Work to complete ▸
Tell how many lines of the entries below include the string "aria". Respond with the number alone.

Available data ▸
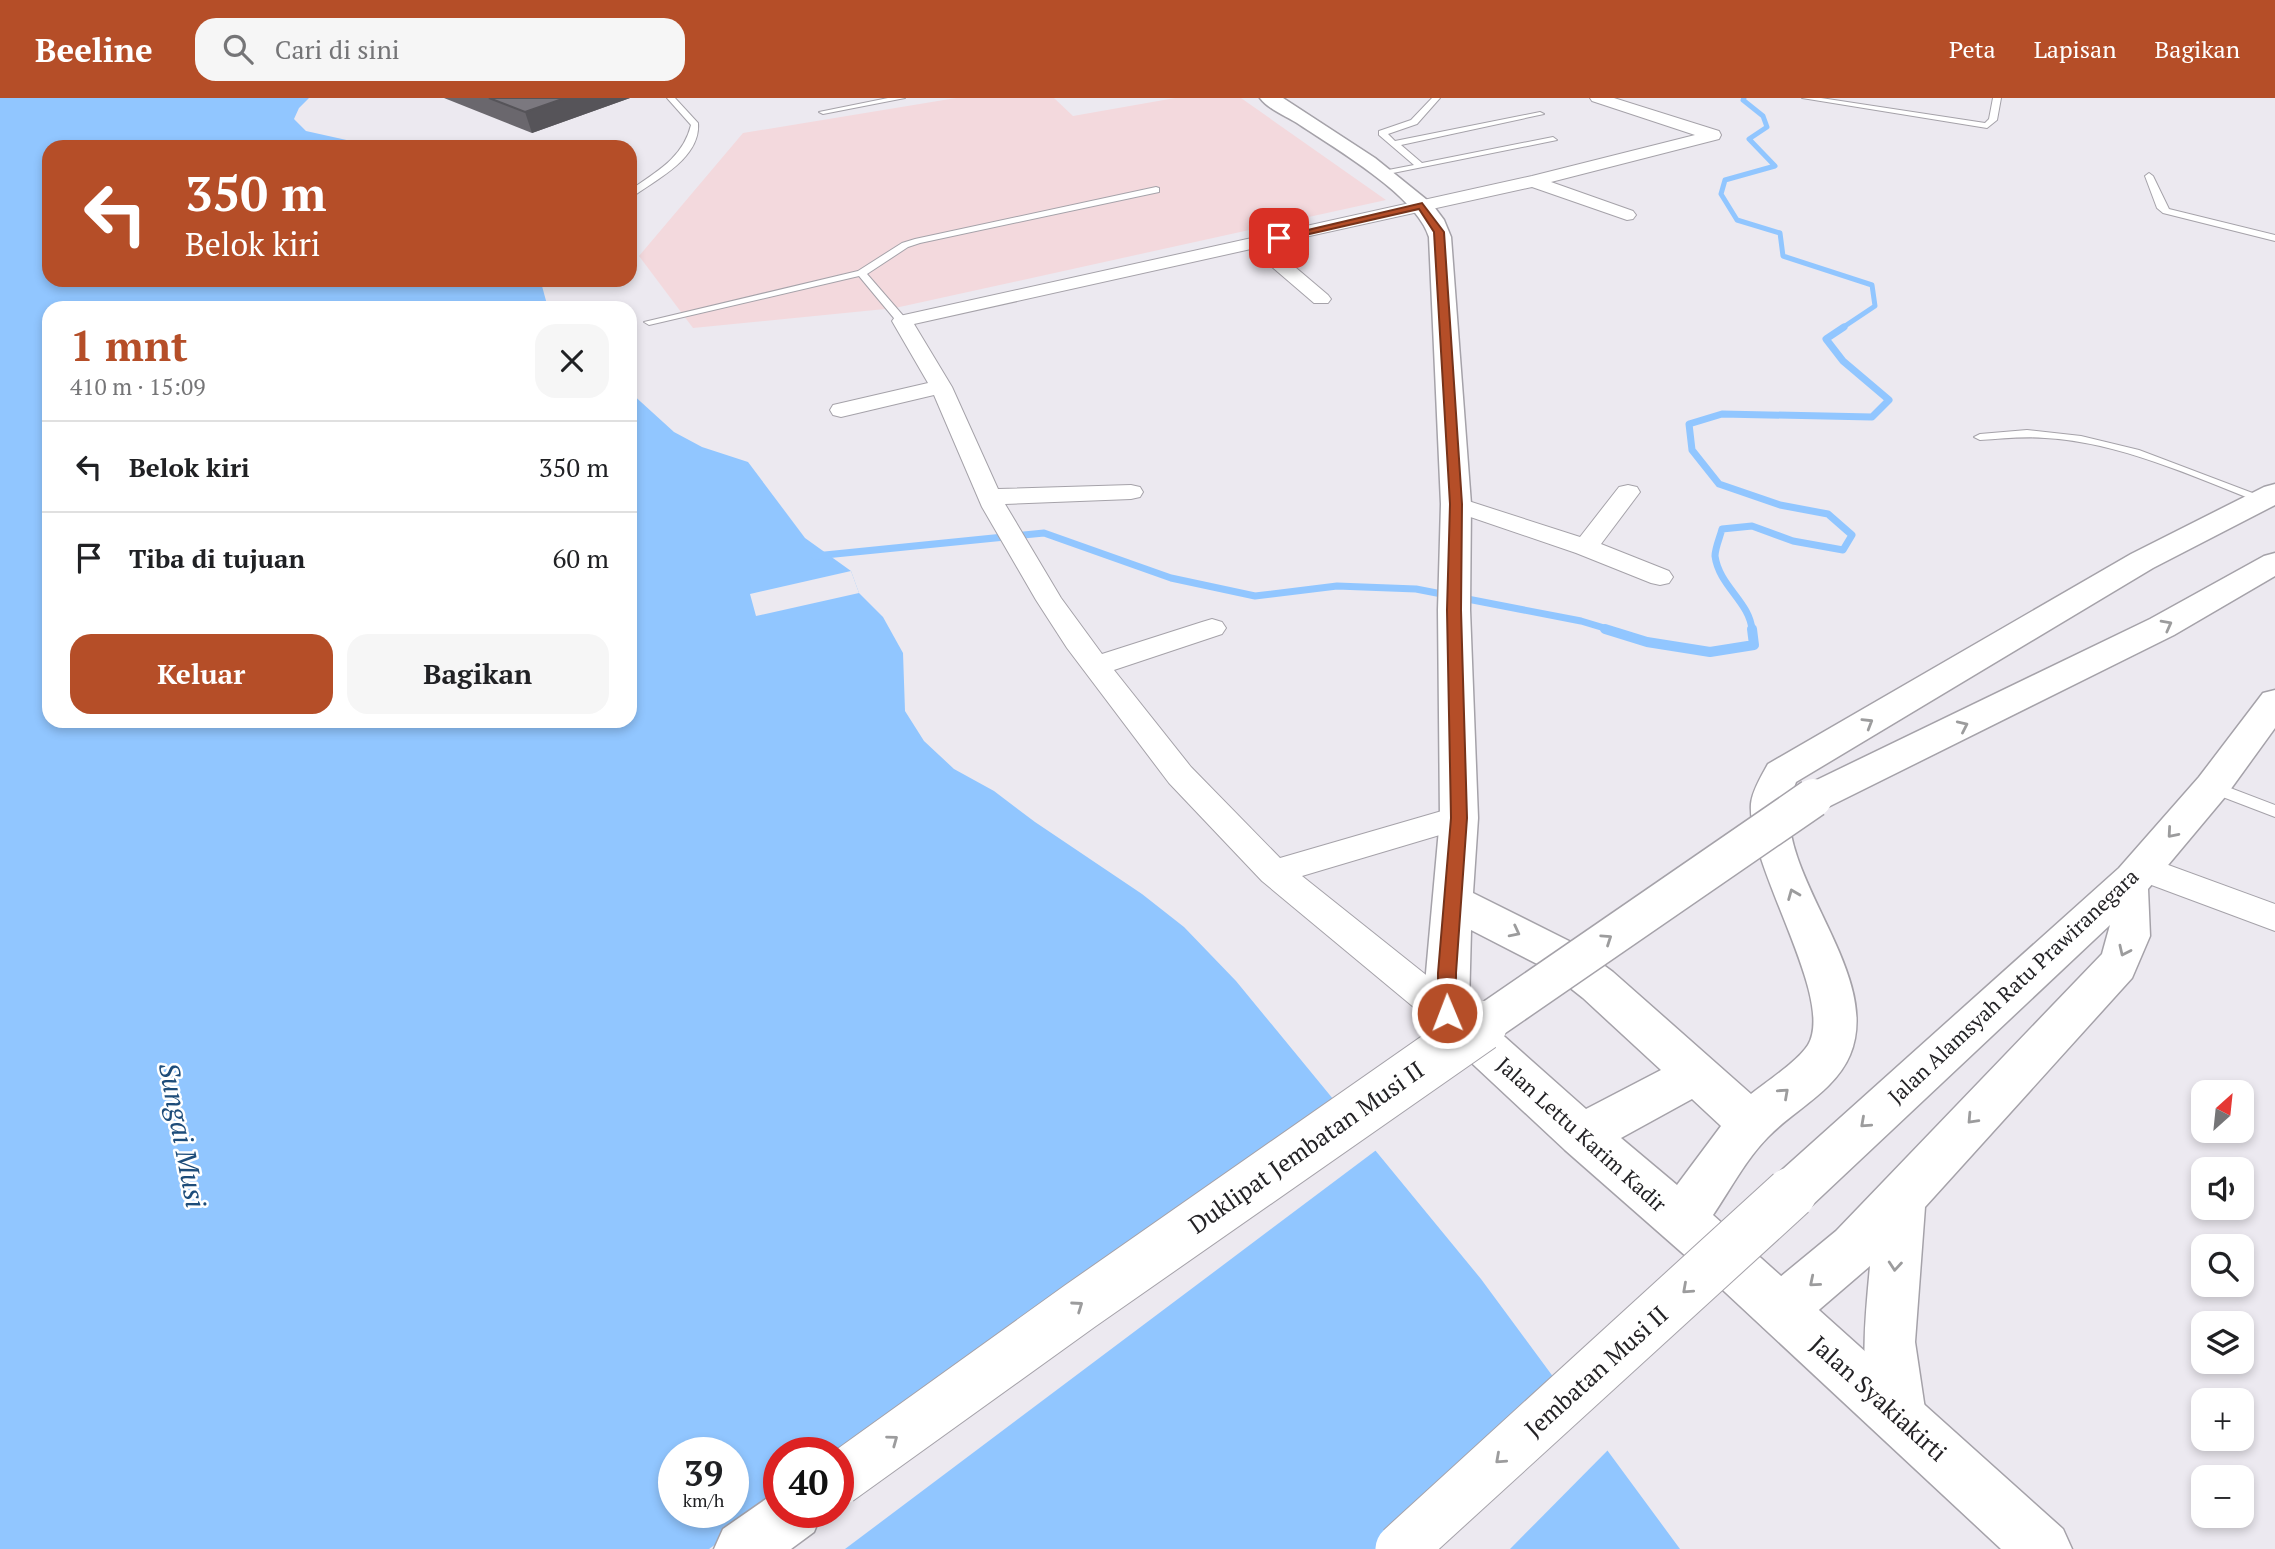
<!DOCTYPE html>
<html lang="id">
<meta charset="utf-8">
<style>
:root{--surface:#fff;--page:#f6f6f6;--text:#202124;--muted:#757577;--line:#e0e0e0;--accent:#b54e28}
body{margin:0;font-family:"PT Serif",serif;background:var(--page);color:var(--text);height:100vh;display:flex;flex-direction:column;font-size:26px;white-space:nowrap}
*{box-sizing:border-box;margin:0}
p{font-size:23px;color:var(--muted)}
.icon{flex:none;width:38px;height:38px;fill:none;stroke:currentColor;stroke-width:2;stroke-linecap:round;stroke-linejoin:round}
.map{position:relative;flex:1;overflow:hidden}
.panel{position:absolute;left:42px;top:203px;width:595px;height:427px;display:flex;flex-direction:column;background:var(--surface);border-radius:21px;box-shadow:0 4px 10px #0003}
.panel>*{flex:none}
.top-card{position:absolute;left:42px;top:42px;width:595px;height:147px;border-radius:21px;box-shadow:0 4px 10px #0003;background:#b54e28;color:#fff;overflow:hidden}
.needle{width:46px;rotate:27deg}
.buttons{position:absolute;left:2191px;top:982px;display:grid;gap:14px}
.buttons a{display:grid;place-items:center;width:63px;height:63px;border-radius:14px;background:var(--surface);box-shadow:0 4px 10px #0003;font-size:35px}
.speed{position:absolute;left:658px;top:1339px;display:flex;gap:14px;font-size:35px;font-weight:700;text-align:center}
.speed>*{display:grid;place-content:center;width:91px;height:91px;border-radius:50%;background:var(--surface);box-shadow:0 4px 10px #0003;line-height:1}
.speed small{font-size:18px;font-weight:400}
.speed .limit{border:10px solid #d22;background:#fff;color:#111}
.pin{position:absolute;display:grid;place-items:center;width:60px;height:60px;color:#fff;margin:-30px;border-radius:14px;box-shadow:0 4px 10px #0006}
.me{position:absolute;width:77px;margin:-38px;rotate:359deg;stroke-linejoin:round;filter:drop-shadow(0 0 5px #0008)}
.turn{display:flex;align-items:center;gap:24px;height:147px;padding:0 28px;font-size:32px}
.turn .icon{width:91px;height:91px;stroke-width:2.5}
.turn b{display:block;font-size:49px;line-height:60px}
.round{display:grid;place-items:center;flex:none;width:74px;height:74px;border-radius:21px;background:var(--page)}
.headline{display:flex;align-items:center;justify-content:space-between;height:119px;padding:0 28px}
h1{font-size:42px;font-weight:700;line-height:52px;color:var(--accent)}
.cta{display:flex;gap:14px;margin-top:auto;padding:14px 28px}
.cta a{flex:1;height:80px;border-radius:21px;background:var(--accent);color:#fff;font-size:28px;font-weight:700;line-height:80px;text-align:center}
.cta a+a{background:var(--page);color:var(--text)}
ul{padding:0;list-style:none}
li{display:flex;align-items:center;gap:21px;height:91px;padding:0 28px;border-top:2px solid var(--line)}
li div{flex:1}
li b{display:block;font-size:26px}
li em{font-style:normal}
header{display:flex;align-items:center;gap:42px;box-sizing:border-box;height:98px;padding:0 35px;background:var(--accent);color:#fff}
header strong{font-size:33px}
nav{display:flex;gap:38px;margin-inline-start:auto;font-size:24px}
.search{width:490px;height:63px;background:var(--page);display:flex;align-items:center;gap:18px;box-sizing:border-box;padding:0 24px;border-radius:21px;color:var(--muted);font-size:26px}
.map>svg:first-child{display:block}
.industrial{fill:#f3d9dd}
.water{fill:#91c6ff;fill-rule:evenodd}
.pier{fill:#ece9f0}
.lines{fill:none;stroke-linecap:round;stroke-linejoin:round}
.stream-far2{stroke:#91c6ff;stroke-width:5}
.stream-far1{stroke:#91c6ff;stroke-width:7}
.stream{stroke:#91c6ff;stroke-width:10}
.service-casing{stroke:#a5a2a9;stroke-width:2}
.minor-casing{stroke:#a5a2a9;stroke-width:2}
.tertiary-casing{stroke:#a5a2a9;stroke-width:3}
.trunk-casing{stroke:#a5a2a9;stroke-width:3}
.service{fill:#fff;fill-rule:evenodd}
.minor{fill:#fff;fill-rule:evenodd}
.tertiary{fill:#fff;fill-rule:evenodd}
.trunk{fill:#fff;fill-rule:evenodd}
.trunk-bridge-far1-casing{stroke:#a5a2a9;stroke-width:41;stroke-linecap:butt}
.trunk-bridge-casing{stroke:#a5a2a9;stroke-width:53;stroke-linecap:butt}
.trunk-bridge-far1{stroke:#fff;stroke-width:38}
.trunk-bridge{stroke:#fff;stroke-width:51}
.wall{fill:#6a676d}
.shaded-wall{fill:#565459}
.building{fill:#7b787f;stroke:#565459;stroke-width:2}
.oneway{stroke:#9c9c9d}
.route{fill:#b54e28;stroke:#76331a;stroke-width:2}
.labels{text-anchor:middle;dominant-baseline:central;stroke-width:5;stroke-linejoin:round;paint-order:stroke}
.street-label{font-size:21px;fill:#242326;stroke:#fff}
.near-street-label{font-size:24px;fill:#242326;stroke:#fff}
.near-water-label{font-size:28px;font-style:italic;fill:#1d4c79;stroke:#fff}
</style>
<header>
<strong>Beeline</strong>
<div class="search"><svg class="icon" aria-label="search" viewBox="0 0 24 24"><circle cx="10" cy="10" r="6"/><path d="M15 15l6 6"/></svg>Cari di sini</div>
<nav><a>Peta</a><a>Lapisan</a><a>Bagikan</a></nav>
</header>
<div class="map">
<svg width="2275" height="1451" viewBox="0 0 2275 1451">
<rect width="100%" height="100%" fill="#ece9f0"/>
<polygon class="industrial" points="956,0 1054,0 1073,18 1175,0 1241,0 1386,102 895,210 693,230 639,158 743,35"/>
<path class="water" d="M0,0H309L299,10L294,21L306,33L378,49H49V182H532L542,188L548,210H49V623H630V294L674,334L702,349L748,364L805,440L851,473L859,495L883,519L903,555L905,613L924,643L954,671L994,693L1035,724L1142,796L1184,829L1236,883L1481,1181L1680,1451H0ZM674,1354H733V1414H674ZM779,1354H838V1414H779Z"/>
<g class="pier">
<polygon points="851,473 859,495 756,518 750,496"/>
<polygon points="1338,999 1379,1050 845,1451 709,1451 779,1401 779,1414 838,1414 838,1358"/>
<polygon points="1562,1285 1610,1350 1510,1451 1388,1451"/>
</g>
<g class="lines">
<polyline class="stream-far2" points="1744,0 1743,2 1763,18 1767,29 1749,41 1775,68 1725,82 1721,96 1737,122 1780,135 1783,158 1872,187 1875,208 1842,230"/>
<g class="stream-far1">
<polyline points="815,458 1044,435 1171,480 1255,498 1337,488 1416,491 1581,523 1611,532"/>
<path d="M1752,532C1750,504 1719,488 1715,458C1715,450 1720,439 1722,431L1752,428L1793,443L1843,452L1852,437L1828,416L1780,407L1719,386L1692,352L1689,326L1722,316L1872,319L1889,302L1843,263L1826,241L1844,229"/>
</g>
<polyline class="stream" points="1605,531 1647,544 1710,554 1754,547 1752,531"/>
<g class="service-casing">
<g id="service">
<path d="M667,0H675L698,25C701,59 659,80 635,97H630V92C656,74 683,60 691,27Z"/>
<polygon points="888,0 905,0 823,16 819,14"/>
<polygon points="1432,0 1440,0 1417,26 1388,36 1395,43 1540,14 1544,16 1401,47 1422,65 1553,39 1557,42 1378,78 1378,74 1414,67 1379,37 1379,33 1411,22"/>
<polygon points="1802,0 1821,0 1985,25 1989,21 1993,0 2001,0 1997,22 1987,30"/>
<polygon points="2149,75 2153,78 2169,111 2275,137 2275,143 2163,115 2157,110 2145,78"/>
<polygon points="1156,89 1159,90 1159,94 920,145 908,149 867,176 906,221 906,225 898,225 859,178 649,227 644,224 858,173 902,145 915,141"/>
<path d="M2027,332L2081,338L2139,352L2271,402L2265,406L2261,405C2192,378 2119,344 2045,340C2023,338 2001,341 1980,342L1974,339L1980,336Z"/>
<polygon points="2212,683 2275,707 2275,719 2207,693 2204,689 2207,685"/>
</g>
</g>
<g class="minor-casing">
<g id="minor">
<polygon points="1590,0 1614,0 1719,33 1721,37 1719,41 1551,84 1633,113 1636,117 1633,121 1627,122 1532,89 1269,147 1328,197 1331,201 1328,205 1314,205 1251,151 914,226 952,289 998,391 1131,387 1140,389 1143,394 1140,399 1131,401 1005,406 1061,500 1102,556 1202,524 1212,521 1222,524 1226,530 1222,536 1114,572 1191,669 1280,760 1459,708 1470,712 1475,720 1470,728 1302,778 1460,904 1465,915 1460,926 1447,930 1434,926 1262,783 1169,685 1067,550 1036,502 982,409 934,297 841,319 833,317 830,312 833,307 928,285 892,223 895,219 1532,78 1695,37 1592,3"/>
<polygon points="1628,387 1637,389 1640,394 1601,446 1669,473 1673,479 1669,485 1660,487 1651,485 1576,455 1447,411 1444,406 1447,401 1456,399 1580,439 1619,389"/>
<polygon points="2141,757 2275,806 2275,833 2130,779 2125,770 2130,761"/>
</g>
</g>
<g class="tertiary-casing">
<path id="tertiary" d="M1260,0H1283L1375,60L1432,106L1444,122L1451,139L1471,406L1470,512L1478,720L1473,795L1575,846L1613,874L1751,996C1766,984 1798,963 1808,947C1836,900 1747,769 1751,706C1752,693 1762,677 1768,666L2131,456L2264,389L2275,386V407L2153,470L1796,684C1794,690 1790,698 1789,704C1781,784 1883,878 1850,957C1835,993 1794,1012 1768,1039C1746,1061 1730,1092 1713,1117L2063,1431L2072,1451H2001L1696,1167L1565,1052L1432,928L1425,915L1426,875L1440,720L1438,512L1441,406L1429,139C1417,98 1336,51 1300,27C1288,19 1269,12 1260,0ZM1471,832L1545,870L1583,900L1661,972L1586,1011L1469,907ZM1692,1001L1721,1028L1677,1087L1621,1040Z"/>
</g>
<g class="trunk-casing">
<g id="trunk">
<polygon points="2275,455 2275,478 2174,537 1826,710 1813,714 1800,710 1794,700 1800,690 2150,521 2264,458"/>
<path d="M2275,592V630L2225,699L2148,791L2150,838L2132,880L1925,1109L1915,1244L1926,1318L1918,1337L1899,1345L1880,1337C1857,1282 1865,1226 1870,1168L1799,1229L1781,1237L1763,1229L1755,1211L1763,1193L1836,1133L2102,856L2110,827L1808,1111L1791,1118L1774,1111L1767,1095L1774,1079L2119,770L2199,679L2263,595Z"/>
<polygon points="779,1392 779,1414 822,1414 814,1434 791,1451 714,1451 723,1431"/>
</g>
</g>
<use href="#service" class="service"/>
<use href="#minor" class="minor"/>
<use href="#tertiary" class="tertiary"/>
<use href="#trunk" class="trunk"/>
<g class="trunk-bridge-far1-casing">
<polyline id="trunk-bridge-far1" points="1479,930 1813,700"/>
</g>
<g class="trunk-bridge-casing">
<g id="trunk-bridge">
<polyline points="838,1382 1080,1208 1481,928"/>
<polyline points="1401,1451 1791,1095"/>
</g>
</g>
<use href="#trunk-bridge-far1" class="trunk-bridge-far1"/>
<use href="#trunk-bridge" class="trunk-bridge"/>
</g>
<polygon class="wall" points="444,0 630,0 532,35"/>
<polygon class="shaded-wall" points="565,0 630,0 532,35 525,14"/>
<polygon class="building" points="489,0 565,0 525,14"/>
<defs><path id="oneway-chevron" d="M-2-3.5L2.5 0L-2 3.5" fill="none" stroke-width="1.6" stroke-linecap="round" stroke-linejoin="round" transform="scale(1.75)"/></defs>
<g class="oneway">
<use href="#oneway-chevron" transform="translate(2167 527) rotate(-28)"/>
<use href="#oneway-chevron" transform="translate(1868 625) rotate(-31)"/>
<use href="#oneway-chevron" transform="translate(1963 628) rotate(-25)"/>
<use href="#oneway-chevron" transform="translate(2172 735) rotate(131)"/>
<use href="#oneway-chevron" transform="translate(1793 796) rotate(-112)"/>
<use href="#oneway-chevron" transform="translate(1515 834) rotate(27)"/>
<use href="#oneway-chevron" transform="translate(1607 841) rotate(-34)"/>
<use href="#oneway-chevron" transform="translate(2124 853) rotate(115)"/>
<use href="#oneway-chevron" transform="translate(1784 995) rotate(-42)"/>
<use href="#oneway-chevron" transform="translate(1972 1021) rotate(133)"/>
<use href="#oneway-chevron" transform="translate(1865 1025) rotate(138)"/>
<use href="#oneway-chevron" transform="translate(1895 1168) rotate(95)"/>
<use href="#oneway-chevron" transform="translate(1814 1184) rotate(140)"/>
<use href="#oneway-chevron" transform="translate(1687 1191) rotate(138)"/>
<use href="#oneway-chevron" transform="translate(1078 1208) rotate(-35)"/>
<use href="#oneway-chevron" transform="translate(893 1342) rotate(-36)"/>
<use href="#oneway-chevron" transform="translate(1500 1361) rotate(138)"/>
</g>
<polygon class="route" points="1422,105 1444,134 1462,406 1461,512 1467,720 1456,875 1456,915 1454,921 1447,923 1441,921 1438,915 1438,875 1451,720 1447,512 1450,406 1434,134 1419,111 1279,143 1274,140"/>
<g class="labels">
<g class="street-label">
<text transform="translate(2013 888) rotate(-43)">Jalan Alamsyah Ratu Prawiranegara</text>
<text transform="translate(1582 1036) rotate(42)">Jalan Lettu Karim Kadir</text>
</g>
<g class="near-street-label">
<text transform="translate(1306 1049) rotate(-35)">Duklipat Jembatan Musi II</text>
<text transform="translate(1596 1273) rotate(-42)">Jembatan Musi II</text>
<text transform="translate(1879 1300) rotate(42)">Jalan Syakiakirti</text>
</g>
<g class="near-water-label">
<text transform="translate(183 1037) rotate(79)">Sungai Musi</text>
</g>
</g>
</svg>
<div class="buttons">
<a><svg class="needle" viewBox="-14 -14 28 28"><path d="M0-13l5 13h-10z" fill="#e53935"/><path d="M0 13l5-13h-10z" fill="#757577"/></svg></a>
<a><svg class="icon" aria-label="sound" viewBox="0 0 24 24"><path d="M4 9h4l5-4v14l-5-4H4zM17 9q2 3 0 6"/></svg></a>
<a><svg class="icon" aria-label="search" viewBox="0 0 24 24"><circle cx="10" cy="10" r="6"/><path d="M15 15l6 6"/></svg></a>
<a><svg class="icon" aria-label="layers" viewBox="0 0 24 24"><path d="M12 4l9 5-9 5-9-5zM3 14l9 5 9-5"/></svg></a>
<a>+</a>
<a>−</a>
</div>
<div class="speed"><div>39<small>km/h</small></div><div class="limit">40</div></div>
<div class="pin" style="left:1279px;top:140px;background:#d93025"><svg class="icon" aria-label="arrive" viewBox="0 0 24 24"><path d="M6 21V4h12l-3 4 3 4H6"/></svg></div>
<svg class="me" style="left:1447px;top:915px" viewBox="-20 -20 40 40"><circle r="17" fill="#b54e28" stroke="#fff" stroke-width="3"/><path d="M0-11L8 9 0 5-8 9z" fill="#fff"/></svg>
<div class="top-card">
<div class="turn"><svg class="icon" aria-label="left" viewBox="0 0 24 24"><path d="M17 20v-9H6M10 6l-5 5 5 5"/></svg><div><b>350 m</b>Belok kiri</div></div>
</div>
<section class="panel">
<div class="headline"><div><h1>1 mnt</h1><p>410 m · 15:09</p></div><a class="round"><svg class="icon" aria-label="close" viewBox="0 0 24 24"><path d="M6 6l12 12M18 6L6 18"/></svg></a></div>
<ul>
<li><svg class="icon" aria-label="left" viewBox="0 0 24 24"><path d="M17 20v-9H6M10 6l-5 5 5 5"/></svg><div><b>Belok kiri</b></div><em>350 m</em></li>
<li><svg class="icon" aria-label="arrive" viewBox="0 0 24 24"><path d="M6 21V4h12l-3 4 3 4H6"/></svg><div><b>Tiba di tujuan</b></div><em>60 m</em></li>
</ul>
<div class="cta"><a>Keluar</a><a>Bagikan</a></div>
</section>
</div>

Solution to the exercise ▸
9